> **DESCRIPTION OF THE TASK**
Your answer must be the line holding "Build a routing graph from the picture" followed by every later line through the end of the entries, exactly as written.

────

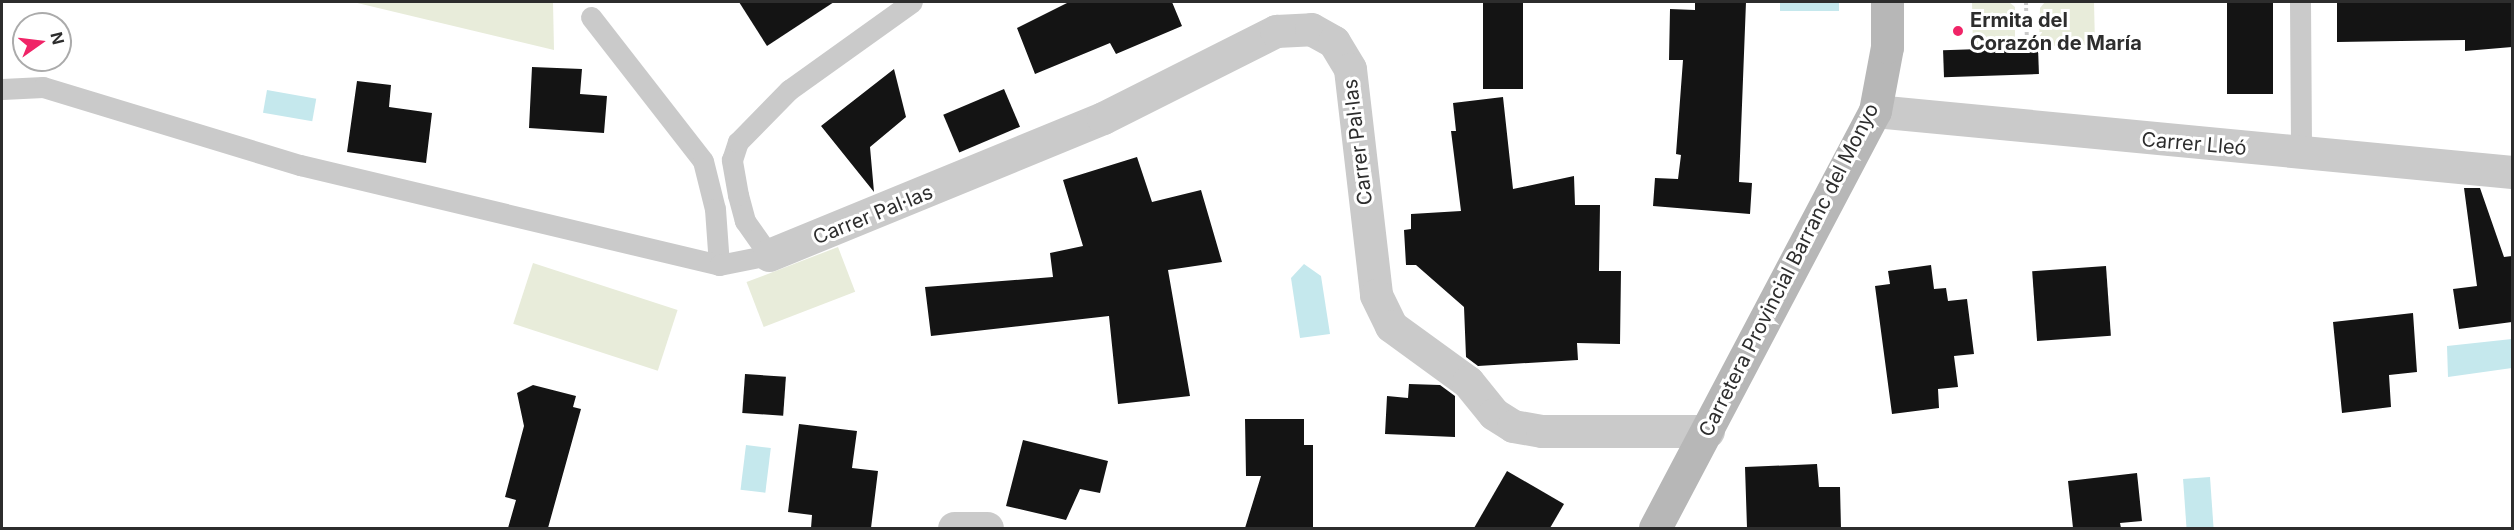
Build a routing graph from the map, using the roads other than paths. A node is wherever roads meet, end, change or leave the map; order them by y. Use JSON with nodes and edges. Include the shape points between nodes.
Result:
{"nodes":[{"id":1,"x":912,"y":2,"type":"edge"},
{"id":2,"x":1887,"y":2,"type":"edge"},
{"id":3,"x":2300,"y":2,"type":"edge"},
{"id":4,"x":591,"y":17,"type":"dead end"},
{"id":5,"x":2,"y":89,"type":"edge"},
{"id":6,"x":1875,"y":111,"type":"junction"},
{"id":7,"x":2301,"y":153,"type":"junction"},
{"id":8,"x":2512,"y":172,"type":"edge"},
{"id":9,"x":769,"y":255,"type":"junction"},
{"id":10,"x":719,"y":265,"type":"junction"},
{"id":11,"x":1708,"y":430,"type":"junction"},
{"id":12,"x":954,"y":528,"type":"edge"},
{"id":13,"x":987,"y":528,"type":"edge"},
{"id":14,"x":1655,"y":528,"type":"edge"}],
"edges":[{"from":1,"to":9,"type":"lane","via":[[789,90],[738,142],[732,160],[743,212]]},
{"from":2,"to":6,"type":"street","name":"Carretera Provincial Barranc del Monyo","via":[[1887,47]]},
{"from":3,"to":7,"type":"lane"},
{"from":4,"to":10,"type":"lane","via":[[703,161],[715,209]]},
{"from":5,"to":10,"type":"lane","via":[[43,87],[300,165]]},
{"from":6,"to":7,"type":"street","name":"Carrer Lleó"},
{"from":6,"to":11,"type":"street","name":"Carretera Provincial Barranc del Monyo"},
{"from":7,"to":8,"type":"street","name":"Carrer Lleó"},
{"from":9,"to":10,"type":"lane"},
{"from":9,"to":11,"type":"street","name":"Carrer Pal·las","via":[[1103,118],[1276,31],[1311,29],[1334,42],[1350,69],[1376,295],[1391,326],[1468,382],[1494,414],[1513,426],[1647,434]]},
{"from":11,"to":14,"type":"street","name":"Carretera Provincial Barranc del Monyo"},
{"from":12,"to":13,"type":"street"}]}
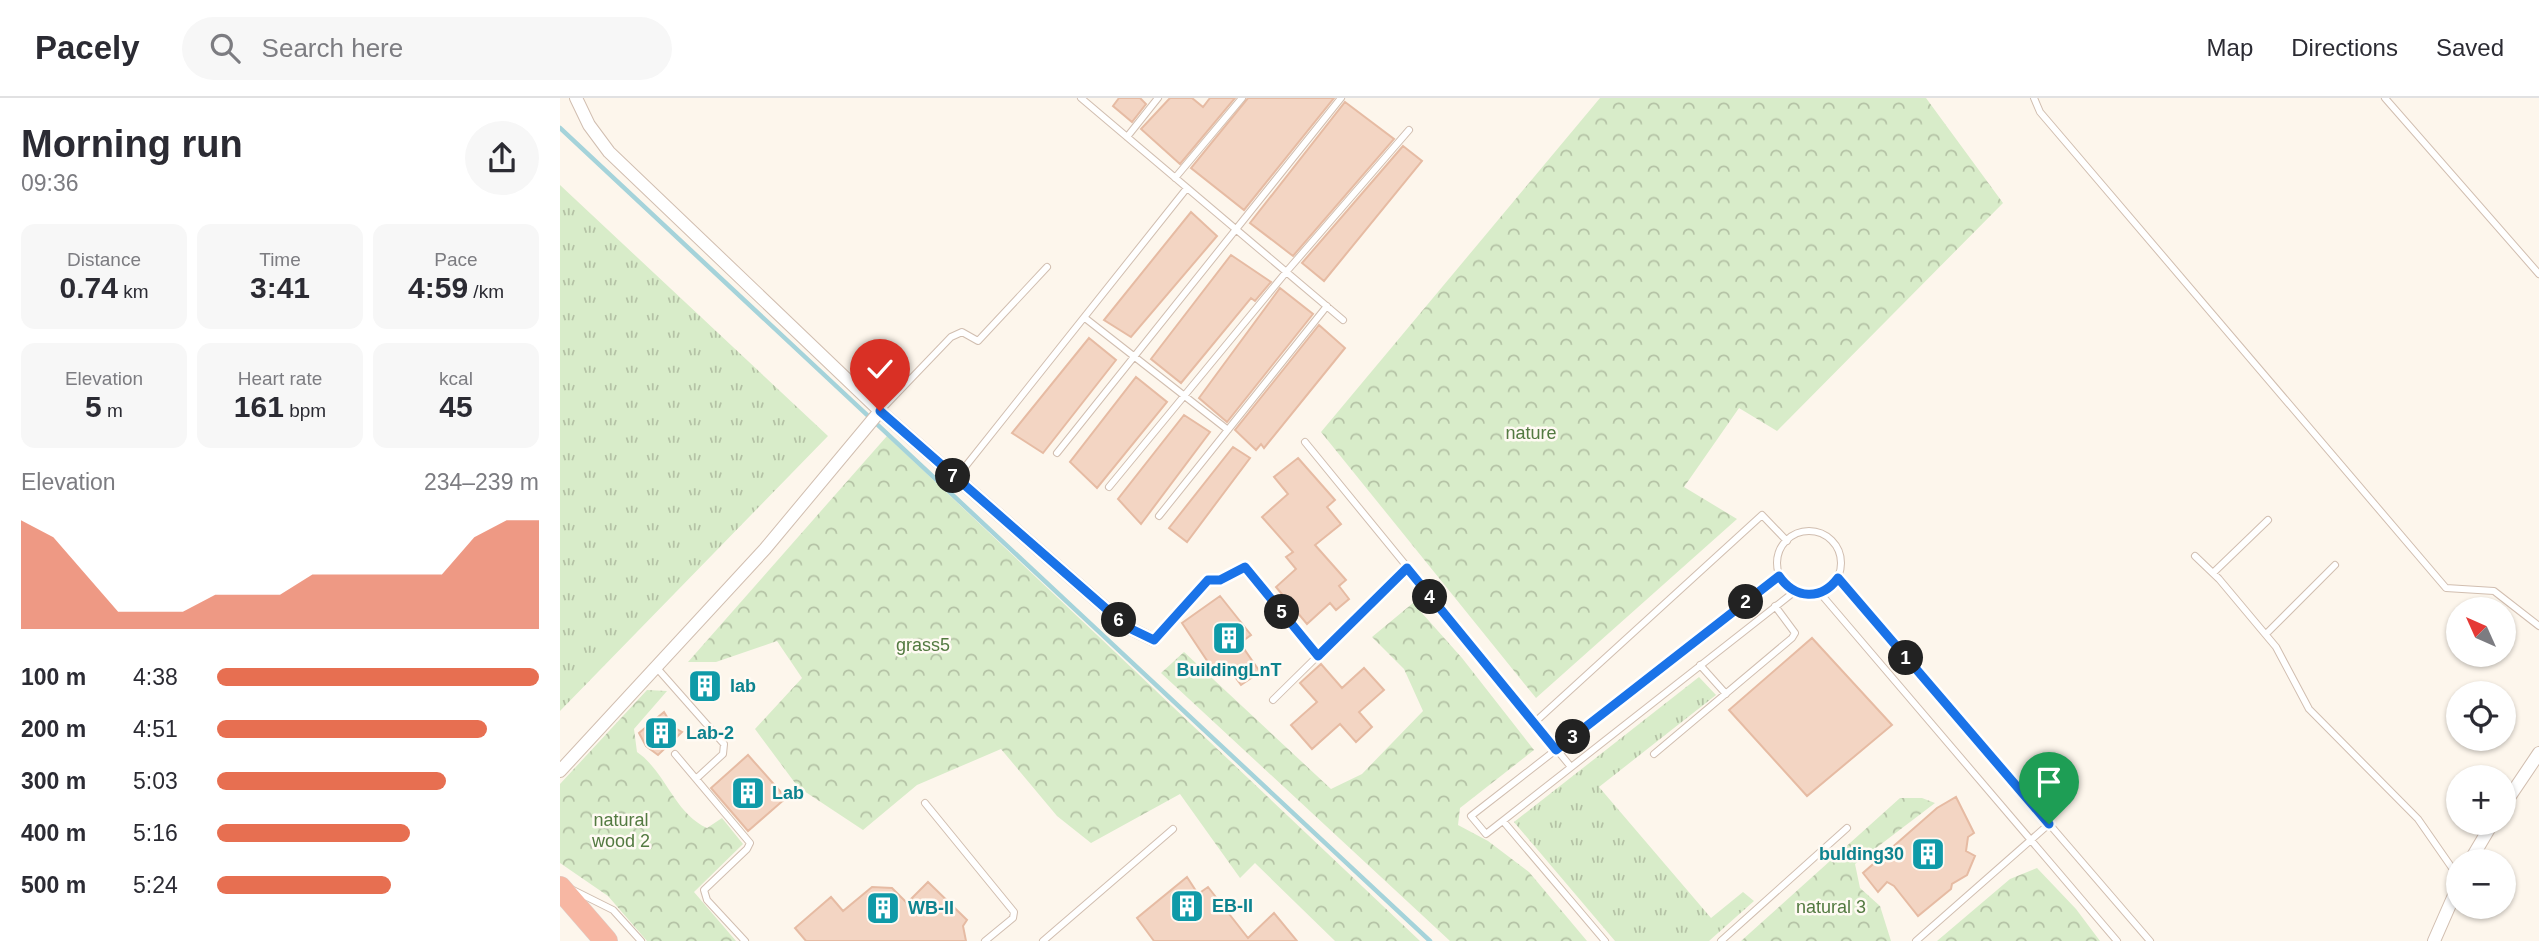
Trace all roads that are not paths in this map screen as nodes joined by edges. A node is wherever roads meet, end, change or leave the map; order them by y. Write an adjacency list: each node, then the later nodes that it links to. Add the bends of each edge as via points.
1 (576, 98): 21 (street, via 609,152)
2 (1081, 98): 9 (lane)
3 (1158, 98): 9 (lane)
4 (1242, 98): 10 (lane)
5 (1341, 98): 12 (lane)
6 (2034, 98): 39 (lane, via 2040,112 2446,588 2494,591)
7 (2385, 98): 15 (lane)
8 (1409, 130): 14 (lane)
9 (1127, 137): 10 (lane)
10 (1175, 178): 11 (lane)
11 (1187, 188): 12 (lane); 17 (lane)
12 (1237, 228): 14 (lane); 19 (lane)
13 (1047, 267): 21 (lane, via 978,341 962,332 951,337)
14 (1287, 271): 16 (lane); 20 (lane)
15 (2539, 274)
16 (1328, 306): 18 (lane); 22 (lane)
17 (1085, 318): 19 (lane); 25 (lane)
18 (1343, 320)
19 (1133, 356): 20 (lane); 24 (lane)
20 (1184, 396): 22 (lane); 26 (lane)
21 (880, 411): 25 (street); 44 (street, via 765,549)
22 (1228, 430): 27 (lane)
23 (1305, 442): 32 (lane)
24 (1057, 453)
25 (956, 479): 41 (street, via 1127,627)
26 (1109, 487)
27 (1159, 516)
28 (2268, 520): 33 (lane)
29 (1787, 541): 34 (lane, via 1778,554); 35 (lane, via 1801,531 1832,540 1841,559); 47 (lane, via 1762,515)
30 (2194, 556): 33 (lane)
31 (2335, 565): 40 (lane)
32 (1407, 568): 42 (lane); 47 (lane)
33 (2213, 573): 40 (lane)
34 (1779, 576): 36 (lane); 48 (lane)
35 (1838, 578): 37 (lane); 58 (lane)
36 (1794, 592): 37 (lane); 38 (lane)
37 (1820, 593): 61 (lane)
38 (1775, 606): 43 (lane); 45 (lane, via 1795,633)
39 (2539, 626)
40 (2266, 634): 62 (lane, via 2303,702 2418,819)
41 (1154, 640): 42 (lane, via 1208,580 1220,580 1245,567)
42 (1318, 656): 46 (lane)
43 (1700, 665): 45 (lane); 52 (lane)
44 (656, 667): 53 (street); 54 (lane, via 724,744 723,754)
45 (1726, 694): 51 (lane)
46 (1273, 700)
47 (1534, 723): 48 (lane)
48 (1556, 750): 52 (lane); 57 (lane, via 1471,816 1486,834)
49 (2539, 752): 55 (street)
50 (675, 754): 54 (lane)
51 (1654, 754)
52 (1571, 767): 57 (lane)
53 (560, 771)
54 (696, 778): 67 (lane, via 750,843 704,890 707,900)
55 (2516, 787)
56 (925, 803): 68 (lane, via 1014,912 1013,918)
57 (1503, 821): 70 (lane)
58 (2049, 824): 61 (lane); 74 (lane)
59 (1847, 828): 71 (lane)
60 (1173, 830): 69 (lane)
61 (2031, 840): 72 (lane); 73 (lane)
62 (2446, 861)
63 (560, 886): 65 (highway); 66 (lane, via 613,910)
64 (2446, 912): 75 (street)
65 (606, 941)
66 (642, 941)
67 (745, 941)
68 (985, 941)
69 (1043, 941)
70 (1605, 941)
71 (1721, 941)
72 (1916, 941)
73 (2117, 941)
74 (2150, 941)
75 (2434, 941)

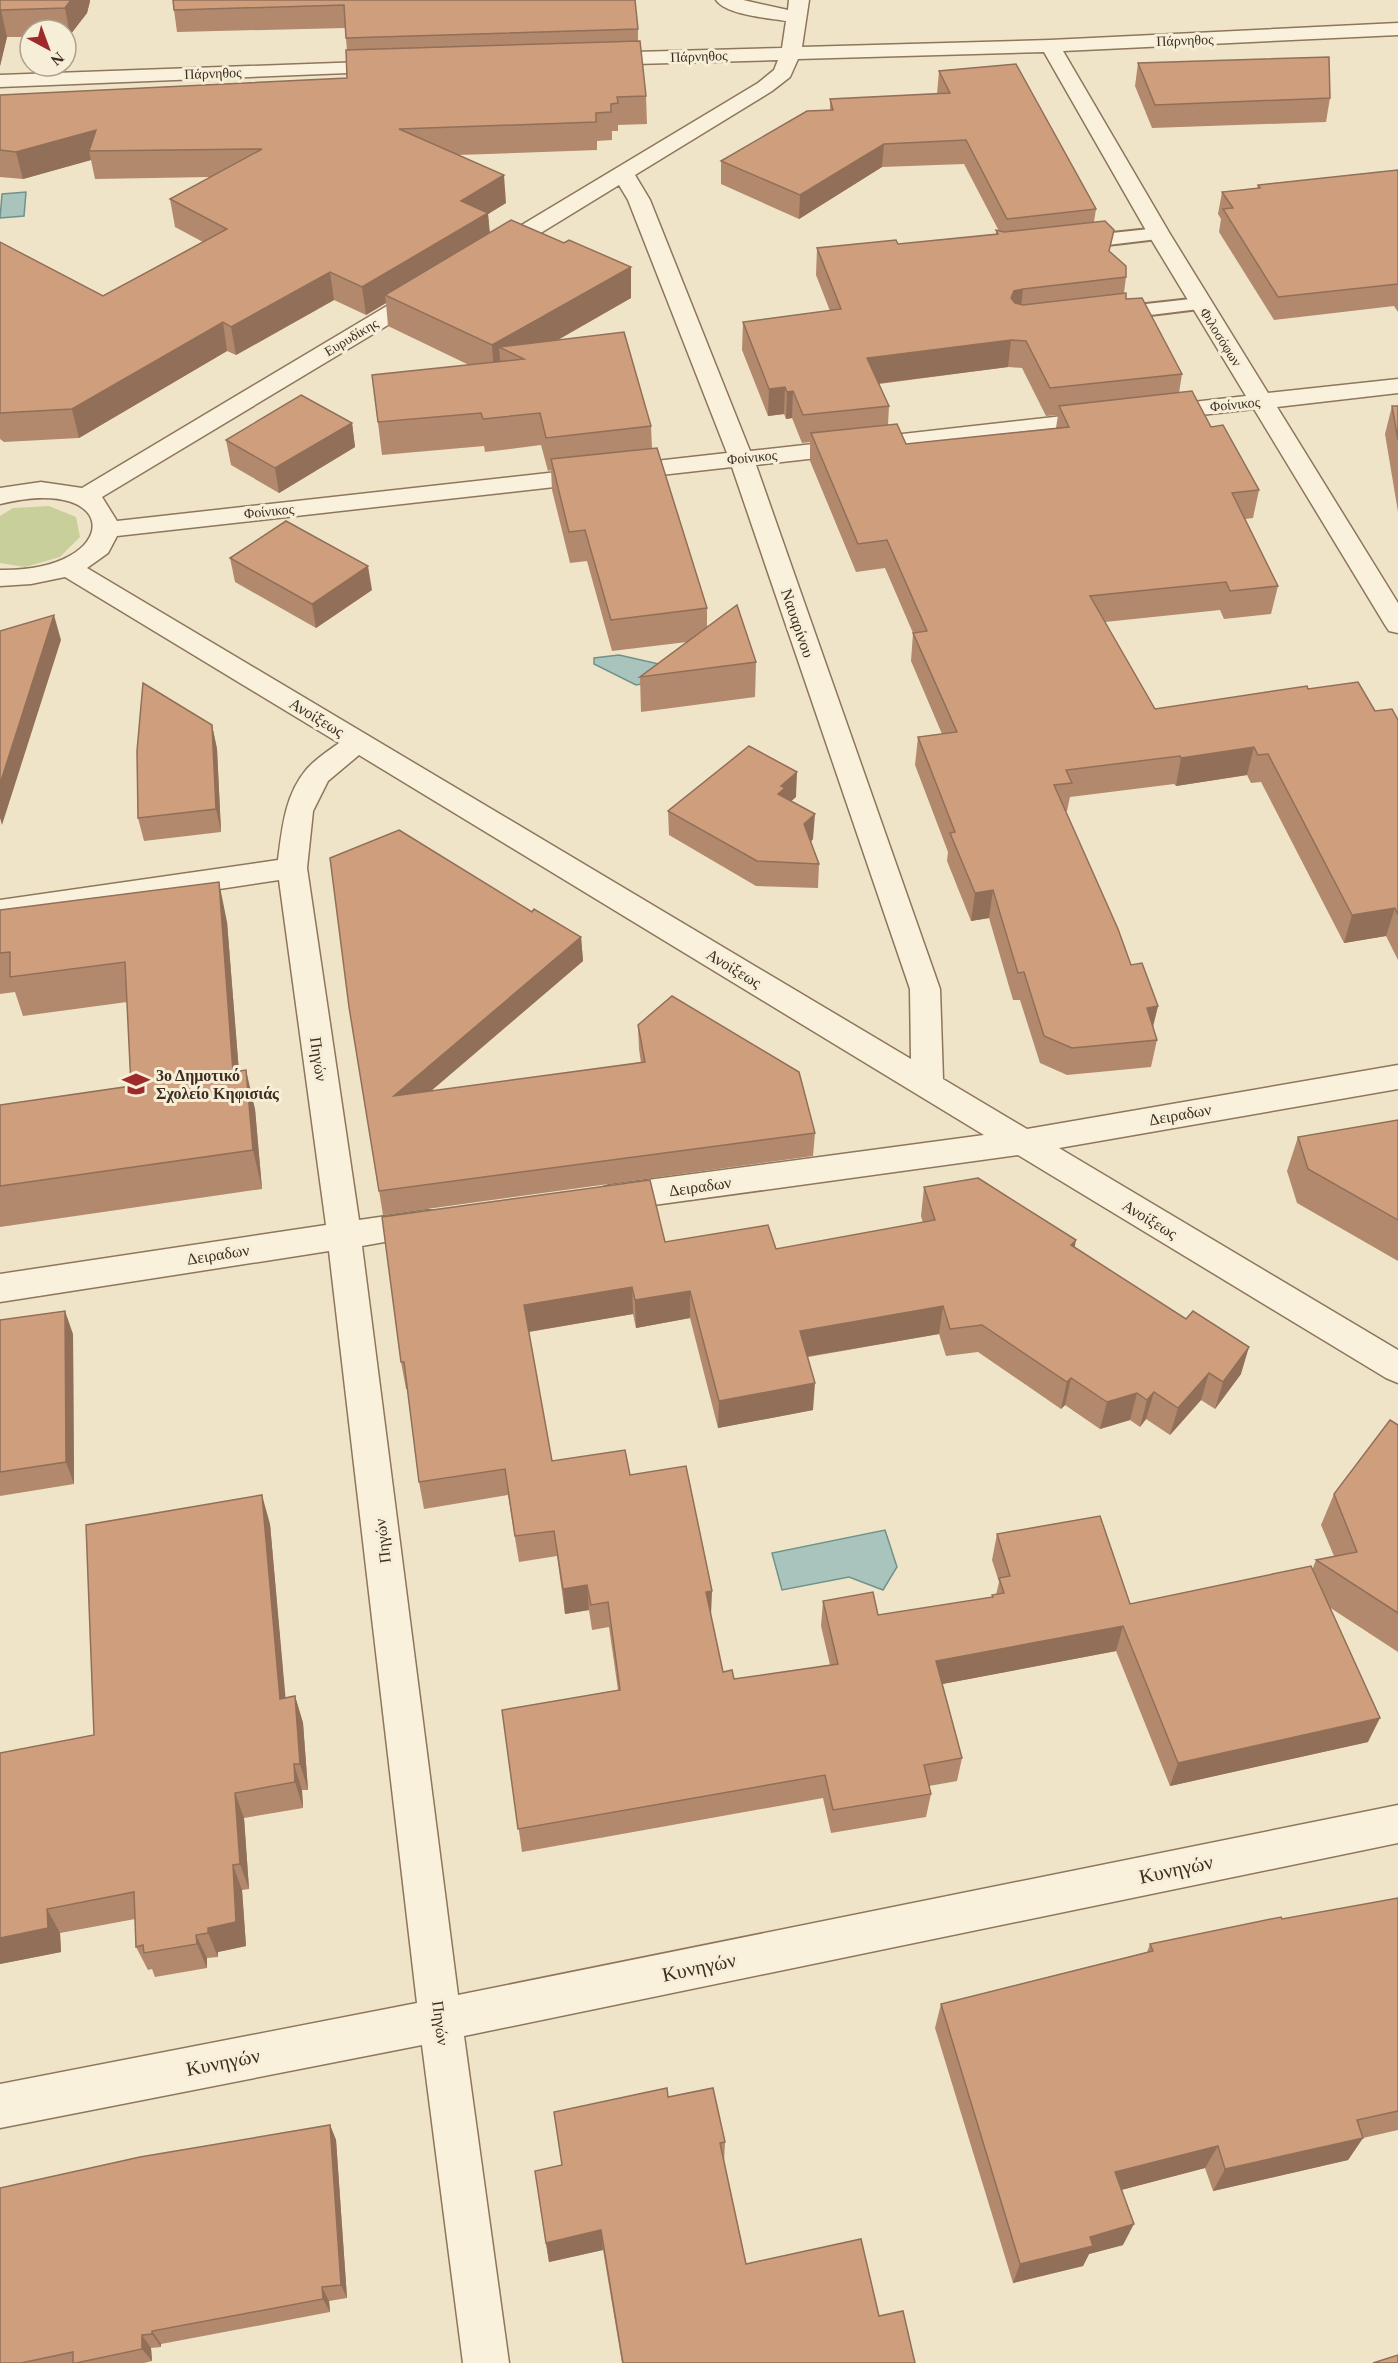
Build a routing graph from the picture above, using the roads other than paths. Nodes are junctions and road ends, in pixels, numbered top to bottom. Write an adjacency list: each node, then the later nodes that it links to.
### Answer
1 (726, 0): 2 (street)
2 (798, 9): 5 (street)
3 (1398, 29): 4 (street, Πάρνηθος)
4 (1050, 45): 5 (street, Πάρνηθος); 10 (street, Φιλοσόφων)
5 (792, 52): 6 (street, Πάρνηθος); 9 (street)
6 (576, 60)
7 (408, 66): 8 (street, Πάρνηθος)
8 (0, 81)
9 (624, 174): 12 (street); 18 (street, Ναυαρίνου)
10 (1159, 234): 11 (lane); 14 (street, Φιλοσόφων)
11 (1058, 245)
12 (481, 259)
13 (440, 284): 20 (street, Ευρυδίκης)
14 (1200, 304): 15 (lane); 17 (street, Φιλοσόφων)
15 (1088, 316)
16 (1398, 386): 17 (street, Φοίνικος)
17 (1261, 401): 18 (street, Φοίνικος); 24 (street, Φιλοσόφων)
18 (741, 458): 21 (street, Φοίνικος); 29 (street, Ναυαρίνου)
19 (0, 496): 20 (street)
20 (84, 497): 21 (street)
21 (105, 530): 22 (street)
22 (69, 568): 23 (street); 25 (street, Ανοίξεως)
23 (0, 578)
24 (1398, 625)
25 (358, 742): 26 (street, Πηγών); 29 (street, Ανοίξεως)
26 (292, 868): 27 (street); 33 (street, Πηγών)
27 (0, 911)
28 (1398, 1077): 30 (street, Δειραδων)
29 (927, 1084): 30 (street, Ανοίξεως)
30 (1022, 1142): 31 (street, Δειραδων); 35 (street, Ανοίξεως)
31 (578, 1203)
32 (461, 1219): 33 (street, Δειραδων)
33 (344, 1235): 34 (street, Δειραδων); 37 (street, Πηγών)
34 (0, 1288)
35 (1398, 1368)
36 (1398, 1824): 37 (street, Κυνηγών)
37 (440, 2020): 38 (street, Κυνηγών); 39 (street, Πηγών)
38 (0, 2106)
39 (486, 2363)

────

> **ANSWER BOX**
Build a routing graph from the picture above, using the roads other than paths. Nodes are junctions and road ends, in pixels, numbered top to bottom. Write an adjacency list: each node, then the later nodes that it links to.
### Answer
1 (726, 0): 2 (street)
2 (798, 9): 5 (street)
3 (1398, 29): 4 (street, Πάρνηθος)
4 (1050, 45): 5 (street, Πάρνηθος); 10 (street, Φιλοσόφων)
5 (792, 52): 6 (street, Πάρνηθος); 9 (street)
6 (576, 60)
7 (408, 66): 8 (street, Πάρνηθος)
8 (0, 81)
9 (624, 174): 12 (street); 18 (street, Ναυαρίνου)
10 (1159, 234): 11 (lane); 14 (street, Φιλοσόφων)
11 (1058, 245)
12 (481, 259)
13 (440, 284): 20 (street, Ευρυδίκης)
14 (1200, 304): 15 (lane); 17 (street, Φιλοσόφων)
15 (1088, 316)
16 (1398, 386): 17 (street, Φοίνικος)
17 (1261, 401): 18 (street, Φοίνικος); 24 (street, Φιλοσόφων)
18 (741, 458): 21 (street, Φοίνικος); 29 (street, Ναυαρίνου)
19 (0, 496): 20 (street)
20 (84, 497): 21 (street)
21 (105, 530): 22 (street)
22 (69, 568): 23 (street); 25 (street, Ανοίξεως)
23 (0, 578)
24 (1398, 625)
25 (358, 742): 26 (street, Πηγών); 29 (street, Ανοίξεως)
26 (292, 868): 27 (street); 33 (street, Πηγών)
27 (0, 911)
28 (1398, 1077): 30 (street, Δειραδων)
29 (927, 1084): 30 (street, Ανοίξεως)
30 (1022, 1142): 31 (street, Δειραδων); 35 (street, Ανοίξεως)
31 (578, 1203)
32 (461, 1219): 33 (street, Δειραδων)
33 (344, 1235): 34 (street, Δειραδων); 37 (street, Πηγών)
34 (0, 1288)
35 (1398, 1368)
36 (1398, 1824): 37 (street, Κυνηγών)
37 (440, 2020): 38 (street, Κυνηγών); 39 (street, Πηγών)
38 (0, 2106)
39 (486, 2363)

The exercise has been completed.